Try it:
Extract each line holding the word "weight" from the entries.

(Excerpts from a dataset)
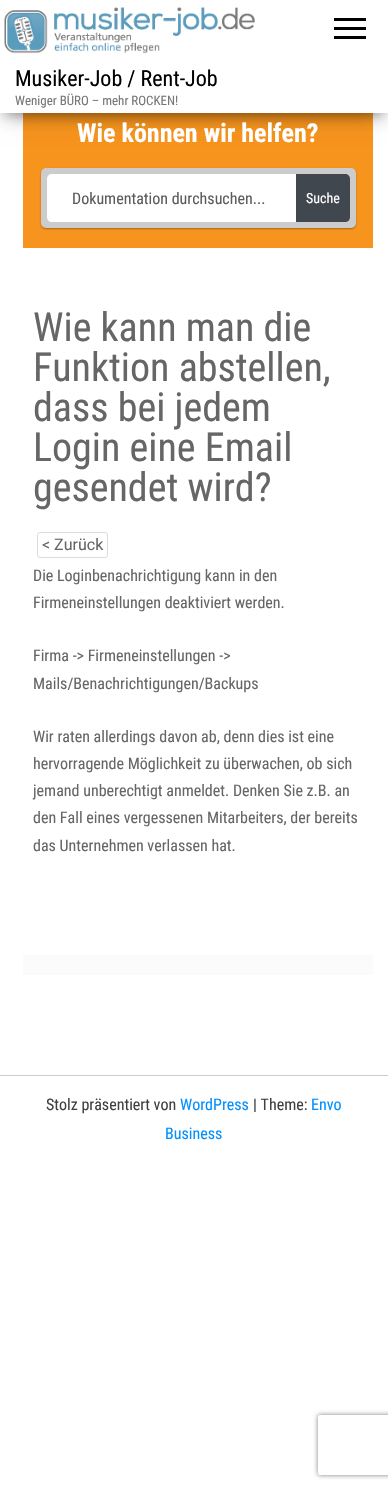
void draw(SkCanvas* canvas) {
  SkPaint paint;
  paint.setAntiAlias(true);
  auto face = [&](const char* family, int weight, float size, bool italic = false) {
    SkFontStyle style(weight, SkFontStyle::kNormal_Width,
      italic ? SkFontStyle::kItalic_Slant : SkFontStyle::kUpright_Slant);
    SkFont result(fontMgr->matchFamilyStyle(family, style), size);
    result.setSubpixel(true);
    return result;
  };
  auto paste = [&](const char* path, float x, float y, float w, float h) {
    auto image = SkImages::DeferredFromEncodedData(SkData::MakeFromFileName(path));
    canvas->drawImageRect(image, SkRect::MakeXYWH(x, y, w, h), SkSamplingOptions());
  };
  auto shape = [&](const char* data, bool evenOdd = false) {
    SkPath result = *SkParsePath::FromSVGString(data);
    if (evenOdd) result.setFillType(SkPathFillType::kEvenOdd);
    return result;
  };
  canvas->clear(0xffffffff);
  paint.setColor(0xfff7941d);
  canvas->drawRect(SkRect::MakeXYWH(23, 113, 350, 135), paint);
  paint.setColor(0x33000000);
  paint.setMaskFilter(SkMaskFilter::MakeBlur(kNormal_SkBlurStyle, 5));
  canvas->drawRect(SkRect::MakeXYWH(5, 13, 378, 103), paint);
  paint.setMaskFilter(nullptr);
  paint.setColor(0x1f000000);
  paint.setMaskFilter(SkMaskFilter::MakeBlur(kNormal_SkBlurStyle, 10));
  canvas->drawRect(SkRect::MakeXYWH(0, 3, 388, 113), paint);
  paint.setMaskFilter(nullptr);
  paint.setColor(0x6b000000);
  paint.setMaskFilter(SkMaskFilter::MakeBlur(kNormal_SkBlurStyle, 10));
  canvas->drawRect(SkRect::MakeXYWH(12, 22, 364, 89), paint);
  paint.setMaskFilter(nullptr);
  {
    const struct { float x, y, w, h; SkColor color; } items[] = {
      {0, 0, 388, 113, 0xffffffff},
      {334, 18, 32, 3, 0xff000000},
      {334, 27, 32, 3, 0xff000000},
      {334, 36, 32, 3, 0xff000000},
    };
    for (auto [x, y, w, h, color] : items) {
      paint.setColor(color);
      canvas->drawRect(SkRect::MakeXYWH(x, y, w, h), paint);
    }
  }
  paste("img/1.png", 4, 7, 251, 47);
  paint.setColor(0x52000000);
  paint.setMaskFilter(SkMaskFilter::MakeBlur(kNormal_SkBlurStyle, 1));
  canvas->drawRoundRect(SkRect::MakeXYWH(41, 169, 315, 60), 5, 5, paint);
  paint.setMaskFilter(nullptr);
  paint.setColor(0xffcccccc);
  canvas->drawRoundRect(SkRect::MakeXYWH(41, 168, 315, 60), 5, 5, paint);
  paint.setColor(0xffffffff);
  canvas->drawPath(shape("M52 174H296V222H52C49 222 47 220 47 217V179C47 176 49 174 52 174Z"), paint);
  paint.setColor(0xff40474f);
  canvas->drawPath(shape("M296 174H345C348 174 350 176 350 179V217C350 220 348 222 345 222H296Z"), paint);
  paint.setStroke(true);
  paint.setStrokeWidth(1);
  paint.setColor(0xffdcdcdc);
  canvas->drawRoundRect(SkRect::MakeXYWH(37.5f, 532.5f, 70, 25), 2.5f, 2.5f, paint);
  paint.setStroke(false);
  paint.setColor(0xfffbfbfb);
  canvas->drawRect(SkRect::MakeXYWH(23, 955, 350, 20), paint);
  paint.setColor(0xffcccccc);
  canvas->drawRect(SkRect::MakeXYWH(0, 1075, 388, 1), paint);
  canvas->save();
  canvas->clipPath(shape("M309 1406H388V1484H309ZM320 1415H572C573 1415 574 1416 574 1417V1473C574 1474 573 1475 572 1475H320C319 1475 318 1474 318 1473V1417C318 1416 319 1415 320 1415Z", true), true);
  paint.setColor(0xff808080);
  paint.setMaskFilter(SkMaskFilter::MakeBlur(kNormal_SkBlurStyle, 2.5f));
  canvas->drawRoundRect(SkRect::MakeXYWH(318, 1415, 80, 60), 2, 2, paint);
  paint.setMaskFilter(nullptr);
  canvas->restore();
  auto f0 = face("Roboto Condensed", 400, 22);
  paint.setColor(0xff000000);
  canvas->drawString("Musiker-Job / Rent-Job", 15, 86, f0, paint);
  auto f1 = face("Roboto Condensed", 400, 13);
  paint.setColor(0xff777777);
  canvas->drawString("Weniger BÜRO – mehr ROCKEN!", 15, 105, f1, paint);
  auto f2 = face("Roboto Condensed", 700, 26);
  paint.setColor(0xffffffff);
  canvas->drawString("Wie können wir helfen?", 77, 142, f2, paint);
  auto f3 = face("Roboto Condensed", 400, 16);
  paint.setColor(0xff5c5c5c);
  canvas->drawString("Dokumentation durchsuchen...", 72, 204, f3, paint);
  auto f4 = face("Roboto Condensed", 400, 14);
  paint.setColor(0xffffffff);
  canvas->drawString("Suche", 306, 203, f4, paint);
  auto f5 = face("Roboto Condensed", 400, 40);
  paint.setColor(0xff666666);
  {
    const struct { const char* s; float x, y; } items[] = {
      {"Wie kann man die", 33, 341},
      {"Funktion abstellen,", 33, 381},
      {"dass bei jedem", 33, 421},
      {"Login eine Email", 33, 461},
      {"gesendet wird?", 33, 501},
    };
    for (auto [s, x, y] : items) {
      canvas->drawString(s, x, y, f5, paint);
    }
  }
  auto f6 = face("Roboto", 400, 16);
  canvas->drawString("< Zurück", 42, 550, f6, paint);
  {
    const struct { const char* s; float x, y; } items[] = {
      {"Die Loginbenachrichtigung kann in den", 33, 581},
      {"Firmeneinstellungen deaktiviert werden.", 33, 608},
      {"Firma -> Firmeneinstellungen ->", 33, 661},
      {"Mails/Benachrichtigungen/Backups", 33, 689},
      {"Wir raten allerdings davon ab, denn dies ist eine", 33, 742},
      {"hervorragende Möglichkeit zu überwachen, ob sich", 33, 769},
      {"jemand unberechtigt anmeldet. Denken Sie z.B. an", 33, 796},
      {"den Fall eines vergessenen Mitarbeiters, der bereits", 33, 823},
      {"das Unternehmen verlassen hat.", 33, 851},
    };
    for (auto [s, x, y] : items) {
      canvas->drawString(s, x, y, f3, paint);
    }
  }
  paint.setColor(0xff404040);
  canvas->drawString("Stolz präsentiert von", 46, 1110, f3, paint);
  paint.setColor(0xff0090ff);
  canvas->drawString("WordPress", 180, 1110, f3, paint);
  paint.setColor(0xff404040);
  canvas->drawString("| Theme:", 253, 1110, f3, paint);
  paint.setColor(0xff0090ff);
  canvas->drawString("Envo", 311, 1110, f3, paint);
  canvas->drawString("Business", 165, 1139, f3, paint);
}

Task result:
  auto face = [&](const char* family, int weight, float size, bool italic = false) {
    SkFontStyle style(weight, SkFontStyle::kNormal_Width,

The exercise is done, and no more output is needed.